Exercise
Lines from the beginning of the data below through the one containing "Find all labels, markers and interface elements in this" are to be printed exactly as they appear.

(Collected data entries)
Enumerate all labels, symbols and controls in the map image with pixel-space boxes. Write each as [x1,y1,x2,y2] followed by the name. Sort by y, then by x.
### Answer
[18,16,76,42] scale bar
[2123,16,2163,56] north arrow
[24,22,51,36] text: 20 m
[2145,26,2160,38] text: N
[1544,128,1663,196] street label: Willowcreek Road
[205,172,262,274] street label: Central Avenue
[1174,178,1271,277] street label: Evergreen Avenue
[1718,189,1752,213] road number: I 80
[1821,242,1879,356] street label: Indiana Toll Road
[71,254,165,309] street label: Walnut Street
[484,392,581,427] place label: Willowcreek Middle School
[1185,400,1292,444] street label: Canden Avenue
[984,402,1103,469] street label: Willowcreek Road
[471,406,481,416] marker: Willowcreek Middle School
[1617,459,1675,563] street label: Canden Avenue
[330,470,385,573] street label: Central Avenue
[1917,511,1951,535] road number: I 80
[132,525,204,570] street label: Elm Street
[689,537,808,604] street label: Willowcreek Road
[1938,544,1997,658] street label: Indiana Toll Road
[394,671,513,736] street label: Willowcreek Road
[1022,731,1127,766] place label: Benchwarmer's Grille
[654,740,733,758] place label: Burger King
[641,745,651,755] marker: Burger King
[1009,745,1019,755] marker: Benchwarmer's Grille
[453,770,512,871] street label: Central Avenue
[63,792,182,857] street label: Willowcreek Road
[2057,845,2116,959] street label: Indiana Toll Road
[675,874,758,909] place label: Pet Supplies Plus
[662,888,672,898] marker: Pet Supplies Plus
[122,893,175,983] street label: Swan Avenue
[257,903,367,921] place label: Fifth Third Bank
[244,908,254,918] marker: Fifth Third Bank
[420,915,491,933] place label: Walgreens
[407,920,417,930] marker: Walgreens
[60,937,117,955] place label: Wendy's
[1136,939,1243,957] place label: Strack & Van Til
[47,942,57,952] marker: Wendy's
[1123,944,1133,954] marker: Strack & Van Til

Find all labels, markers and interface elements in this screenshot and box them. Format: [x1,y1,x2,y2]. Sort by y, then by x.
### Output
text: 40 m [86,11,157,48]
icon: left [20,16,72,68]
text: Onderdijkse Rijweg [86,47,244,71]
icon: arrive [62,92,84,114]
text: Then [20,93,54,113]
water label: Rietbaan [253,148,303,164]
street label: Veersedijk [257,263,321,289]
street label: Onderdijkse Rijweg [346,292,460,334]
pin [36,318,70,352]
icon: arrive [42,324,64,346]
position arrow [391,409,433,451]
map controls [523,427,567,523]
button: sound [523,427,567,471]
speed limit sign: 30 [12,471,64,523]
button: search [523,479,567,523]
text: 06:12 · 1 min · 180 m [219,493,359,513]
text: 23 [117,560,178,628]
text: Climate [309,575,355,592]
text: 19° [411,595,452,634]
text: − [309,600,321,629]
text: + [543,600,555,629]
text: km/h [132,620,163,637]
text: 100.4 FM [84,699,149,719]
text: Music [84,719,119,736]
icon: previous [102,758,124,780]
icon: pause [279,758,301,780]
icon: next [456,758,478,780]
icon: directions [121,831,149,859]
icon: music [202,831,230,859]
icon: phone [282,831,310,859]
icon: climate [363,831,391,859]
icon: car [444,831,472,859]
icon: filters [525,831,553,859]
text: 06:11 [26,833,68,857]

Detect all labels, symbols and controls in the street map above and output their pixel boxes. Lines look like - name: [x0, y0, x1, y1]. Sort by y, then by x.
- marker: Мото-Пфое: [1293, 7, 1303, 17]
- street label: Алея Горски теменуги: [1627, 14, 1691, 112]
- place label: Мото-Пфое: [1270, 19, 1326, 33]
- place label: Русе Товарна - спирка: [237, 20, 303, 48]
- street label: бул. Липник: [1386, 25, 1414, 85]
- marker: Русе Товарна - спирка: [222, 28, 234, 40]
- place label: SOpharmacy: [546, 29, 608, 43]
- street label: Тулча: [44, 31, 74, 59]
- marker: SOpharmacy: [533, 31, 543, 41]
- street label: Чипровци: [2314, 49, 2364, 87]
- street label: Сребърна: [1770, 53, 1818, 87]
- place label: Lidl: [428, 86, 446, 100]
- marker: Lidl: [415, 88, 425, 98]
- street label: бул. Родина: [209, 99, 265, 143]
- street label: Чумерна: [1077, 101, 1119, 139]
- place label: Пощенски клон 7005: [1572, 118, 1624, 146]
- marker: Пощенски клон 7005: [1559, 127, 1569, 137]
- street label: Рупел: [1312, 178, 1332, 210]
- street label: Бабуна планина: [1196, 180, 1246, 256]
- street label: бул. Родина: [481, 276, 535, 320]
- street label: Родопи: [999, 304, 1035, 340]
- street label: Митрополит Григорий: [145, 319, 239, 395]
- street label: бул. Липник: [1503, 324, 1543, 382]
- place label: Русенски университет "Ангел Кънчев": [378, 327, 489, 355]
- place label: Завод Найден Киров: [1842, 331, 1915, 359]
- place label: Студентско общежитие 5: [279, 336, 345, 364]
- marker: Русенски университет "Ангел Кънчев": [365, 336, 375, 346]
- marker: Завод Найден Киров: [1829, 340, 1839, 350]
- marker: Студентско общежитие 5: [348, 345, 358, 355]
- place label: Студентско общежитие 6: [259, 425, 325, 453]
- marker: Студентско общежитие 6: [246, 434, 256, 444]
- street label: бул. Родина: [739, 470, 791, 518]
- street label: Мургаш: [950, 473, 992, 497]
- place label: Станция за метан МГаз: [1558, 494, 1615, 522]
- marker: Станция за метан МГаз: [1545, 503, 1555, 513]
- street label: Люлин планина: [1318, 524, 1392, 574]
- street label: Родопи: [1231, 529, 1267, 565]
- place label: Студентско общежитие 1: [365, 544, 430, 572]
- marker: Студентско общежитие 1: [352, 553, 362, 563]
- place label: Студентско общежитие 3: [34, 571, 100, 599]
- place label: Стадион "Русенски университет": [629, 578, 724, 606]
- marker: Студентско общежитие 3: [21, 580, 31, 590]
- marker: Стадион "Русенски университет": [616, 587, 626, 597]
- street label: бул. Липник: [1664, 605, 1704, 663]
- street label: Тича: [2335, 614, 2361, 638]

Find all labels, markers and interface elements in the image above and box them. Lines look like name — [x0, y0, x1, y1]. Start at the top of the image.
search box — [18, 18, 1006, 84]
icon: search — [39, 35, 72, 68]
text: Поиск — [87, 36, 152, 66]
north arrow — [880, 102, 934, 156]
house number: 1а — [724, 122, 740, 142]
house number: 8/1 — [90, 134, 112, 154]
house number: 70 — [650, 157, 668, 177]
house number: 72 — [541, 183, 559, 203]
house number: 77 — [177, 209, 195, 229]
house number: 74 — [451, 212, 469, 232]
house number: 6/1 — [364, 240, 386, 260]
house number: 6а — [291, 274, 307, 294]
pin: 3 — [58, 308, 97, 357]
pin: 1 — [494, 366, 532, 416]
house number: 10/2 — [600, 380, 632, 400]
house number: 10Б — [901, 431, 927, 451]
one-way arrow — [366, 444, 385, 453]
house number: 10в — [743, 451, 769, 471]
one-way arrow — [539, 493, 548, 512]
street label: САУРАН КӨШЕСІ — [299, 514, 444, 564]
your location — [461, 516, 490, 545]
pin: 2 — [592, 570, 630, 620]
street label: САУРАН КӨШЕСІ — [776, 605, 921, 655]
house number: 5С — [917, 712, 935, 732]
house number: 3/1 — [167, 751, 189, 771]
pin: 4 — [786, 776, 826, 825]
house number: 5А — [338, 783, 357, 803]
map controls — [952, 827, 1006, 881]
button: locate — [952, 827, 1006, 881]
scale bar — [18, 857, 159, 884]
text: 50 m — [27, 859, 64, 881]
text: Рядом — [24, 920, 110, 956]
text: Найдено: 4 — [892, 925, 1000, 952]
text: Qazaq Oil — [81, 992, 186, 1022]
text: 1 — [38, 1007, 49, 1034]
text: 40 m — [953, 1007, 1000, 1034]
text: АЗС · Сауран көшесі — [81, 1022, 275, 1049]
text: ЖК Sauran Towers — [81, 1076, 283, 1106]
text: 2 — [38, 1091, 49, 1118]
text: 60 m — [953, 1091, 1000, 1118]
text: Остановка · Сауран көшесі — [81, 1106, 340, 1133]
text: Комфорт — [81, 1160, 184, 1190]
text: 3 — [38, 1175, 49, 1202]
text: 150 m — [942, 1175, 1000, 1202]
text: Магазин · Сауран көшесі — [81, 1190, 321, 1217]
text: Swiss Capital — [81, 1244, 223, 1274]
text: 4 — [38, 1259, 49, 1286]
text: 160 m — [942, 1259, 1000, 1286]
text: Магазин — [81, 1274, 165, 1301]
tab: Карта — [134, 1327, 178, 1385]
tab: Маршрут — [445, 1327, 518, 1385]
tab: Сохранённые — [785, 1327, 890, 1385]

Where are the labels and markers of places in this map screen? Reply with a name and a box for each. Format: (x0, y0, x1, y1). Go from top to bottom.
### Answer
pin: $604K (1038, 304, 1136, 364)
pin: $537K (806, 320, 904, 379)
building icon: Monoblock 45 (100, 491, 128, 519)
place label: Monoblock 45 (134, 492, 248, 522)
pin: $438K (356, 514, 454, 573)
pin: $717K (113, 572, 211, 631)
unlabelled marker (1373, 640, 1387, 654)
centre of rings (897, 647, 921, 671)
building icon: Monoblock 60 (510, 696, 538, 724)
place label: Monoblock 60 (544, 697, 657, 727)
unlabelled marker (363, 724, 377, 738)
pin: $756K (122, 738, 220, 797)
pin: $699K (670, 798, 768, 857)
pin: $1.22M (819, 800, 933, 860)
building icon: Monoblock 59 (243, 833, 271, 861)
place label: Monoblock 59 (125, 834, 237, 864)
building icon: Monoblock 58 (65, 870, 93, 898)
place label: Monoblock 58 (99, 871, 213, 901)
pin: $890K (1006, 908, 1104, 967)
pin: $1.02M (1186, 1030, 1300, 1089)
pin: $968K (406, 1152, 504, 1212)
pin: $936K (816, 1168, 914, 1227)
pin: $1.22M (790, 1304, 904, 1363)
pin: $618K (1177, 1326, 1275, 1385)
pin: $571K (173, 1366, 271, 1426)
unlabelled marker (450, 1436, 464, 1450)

Task result
Enumerate all labels, symbols and controls in the map image with pixel-space boxes. Write each as [x1,y1,x2,y2] followed by the name. Sort by y, then by x.
### Answer
[18,16,76,42] scale bar
[2123,16,2163,56] north arrow
[24,22,51,36] text: 20 m
[2145,26,2160,38] text: N
[1544,128,1663,196] street label: Willowcreek Road
[205,172,262,274] street label: Central Avenue
[1174,178,1271,277] street label: Evergreen Avenue
[1718,189,1752,213] road number: I 80
[1821,242,1879,356] street label: Indiana Toll Road
[71,254,165,309] street label: Walnut Street
[484,392,581,427] place label: Willowcreek Middle School
[1185,400,1292,444] street label: Canden Avenue
[984,402,1103,469] street label: Willowcreek Road
[471,406,481,416] marker: Willowcreek Middle School
[1617,459,1675,563] street label: Canden Avenue
[330,470,385,573] street label: Central Avenue
[1917,511,1951,535] road number: I 80
[132,525,204,570] street label: Elm Street
[689,537,808,604] street label: Willowcreek Road
[1938,544,1997,658] street label: Indiana Toll Road
[394,671,513,736] street label: Willowcreek Road
[1022,731,1127,766] place label: Benchwarmer's Grille
[654,740,733,758] place label: Burger King
[641,745,651,755] marker: Burger King
[1009,745,1019,755] marker: Benchwarmer's Grille
[453,770,512,871] street label: Central Avenue
[63,792,182,857] street label: Willowcreek Road
[2057,845,2116,959] street label: Indiana Toll Road
[675,874,758,909] place label: Pet Supplies Plus
[662,888,672,898] marker: Pet Supplies Plus
[122,893,175,983] street label: Swan Avenue
[257,903,367,921] place label: Fifth Third Bank
[244,908,254,918] marker: Fifth Third Bank
[420,915,491,933] place label: Walgreens
[407,920,417,930] marker: Walgreens
[60,937,117,955] place label: Wendy's
[1136,939,1243,957] place label: Strack & Van Til
[47,942,57,952] marker: Wendy's
[1123,944,1133,954] marker: Strack & Van Til

Find all labels, markers and interface elements in this screenshot and box them. Format: [x1,y1,x2,y2]. Sort by y, then by x.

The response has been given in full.